Officers also asked for remote vehicle disabling technology that would cut off a car's fuel supply and take control of its brakes.
The ideas arose from a survey of almost 3000 officers by the Victorian Police Association, which found 93 percent of the surveyed officers were unhappy with the force's current pursuit policy.
Police wanted their superiors to invest in technology that would allow them to avoid or bring pursuits to a safe end.
A "fleeing vehicle tagging system", as termed in the survey, would allow a "laser guided projectile" to be fired at a fleeing vehicle so police can track its movements via GPS.
Police could then follow and monitor the tagged vehicle at a safe distance and avoid a high-speed chase.
Officers also suggested implementing a remote disabling system that would cut off a car's fuel and control its braking capabilities.

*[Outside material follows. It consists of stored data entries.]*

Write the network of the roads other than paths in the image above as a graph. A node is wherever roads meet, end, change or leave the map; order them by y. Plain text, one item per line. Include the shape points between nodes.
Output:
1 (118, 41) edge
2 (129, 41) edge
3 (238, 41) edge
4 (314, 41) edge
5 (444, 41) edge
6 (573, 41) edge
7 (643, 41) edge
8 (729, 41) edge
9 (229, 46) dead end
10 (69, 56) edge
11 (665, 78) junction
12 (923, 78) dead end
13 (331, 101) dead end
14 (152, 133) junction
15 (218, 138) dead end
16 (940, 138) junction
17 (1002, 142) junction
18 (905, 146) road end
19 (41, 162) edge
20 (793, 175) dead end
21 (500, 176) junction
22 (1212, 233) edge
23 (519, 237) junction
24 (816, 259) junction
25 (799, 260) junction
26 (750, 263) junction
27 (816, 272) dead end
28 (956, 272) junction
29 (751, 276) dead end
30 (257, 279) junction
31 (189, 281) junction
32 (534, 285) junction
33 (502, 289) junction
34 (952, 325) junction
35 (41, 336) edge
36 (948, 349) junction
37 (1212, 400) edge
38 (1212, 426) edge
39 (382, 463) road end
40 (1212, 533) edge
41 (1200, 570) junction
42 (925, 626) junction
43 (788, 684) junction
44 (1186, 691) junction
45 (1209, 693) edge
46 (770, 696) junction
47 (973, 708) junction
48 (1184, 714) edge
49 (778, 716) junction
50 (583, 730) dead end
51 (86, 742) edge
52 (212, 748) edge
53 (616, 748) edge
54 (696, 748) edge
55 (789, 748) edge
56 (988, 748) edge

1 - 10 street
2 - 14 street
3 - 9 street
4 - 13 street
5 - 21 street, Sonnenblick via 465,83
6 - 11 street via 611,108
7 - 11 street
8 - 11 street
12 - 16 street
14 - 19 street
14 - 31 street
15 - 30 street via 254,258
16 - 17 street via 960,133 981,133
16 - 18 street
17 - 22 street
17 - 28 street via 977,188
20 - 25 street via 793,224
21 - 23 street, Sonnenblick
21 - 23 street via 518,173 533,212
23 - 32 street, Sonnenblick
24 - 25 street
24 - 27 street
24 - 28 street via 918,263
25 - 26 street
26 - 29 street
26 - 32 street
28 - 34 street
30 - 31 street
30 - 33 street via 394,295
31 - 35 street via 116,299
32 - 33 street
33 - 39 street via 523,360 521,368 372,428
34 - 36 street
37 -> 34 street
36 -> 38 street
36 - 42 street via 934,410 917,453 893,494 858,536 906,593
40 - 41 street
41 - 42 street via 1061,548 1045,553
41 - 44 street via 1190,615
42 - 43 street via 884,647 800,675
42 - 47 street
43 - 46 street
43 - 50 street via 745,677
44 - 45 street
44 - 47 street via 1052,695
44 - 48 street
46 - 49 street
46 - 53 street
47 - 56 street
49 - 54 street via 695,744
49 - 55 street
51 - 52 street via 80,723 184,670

"Remote vehicle disabling technologies" would send signals to a vehicle that would restrict its fuel supply and take control of its braking system to bring it either to a walking pace or complete stop.
Police suggested using the General Electric OnStar system as a starting point for the development of such a capability.
"[We need] investment in new/emerging technologies to assist tracking/stopping stolen vehicle involved in serious offending," the report quoted police officers as saying.
"If we are going to keep the [current pursuit] policy let's be a flagship police force for new methods of stopping/tracking these stolen vehicles who evade ground units."
While the report noted that such suggestions had previously been dismissed by the 2012 Victoria Police Inspectorate Review as "too risky, difficult and costly to operate and execute", it argued that many of the suggested technologies were at the time in their infancy, limited, and expensive.
"Given the pace of technology and the four years that has elapsed since these supplementary options were last considered, the Association supports a reconsideration of these options – a task beyond the scope of this review – and cautions against a summary dismissal of member’s ideas," the Police Association argued.
"It is imperative that these options not be superficially dismissed by Victoria Police as being too dangerous, or too expensive as to date no genuine assessment is known to have been conducted using reliable data or rigorous assessment."
The call to change the existing pursuit policy follows the death of two innocent bystanders within three weeks last year after police chose not to chase stolen cars.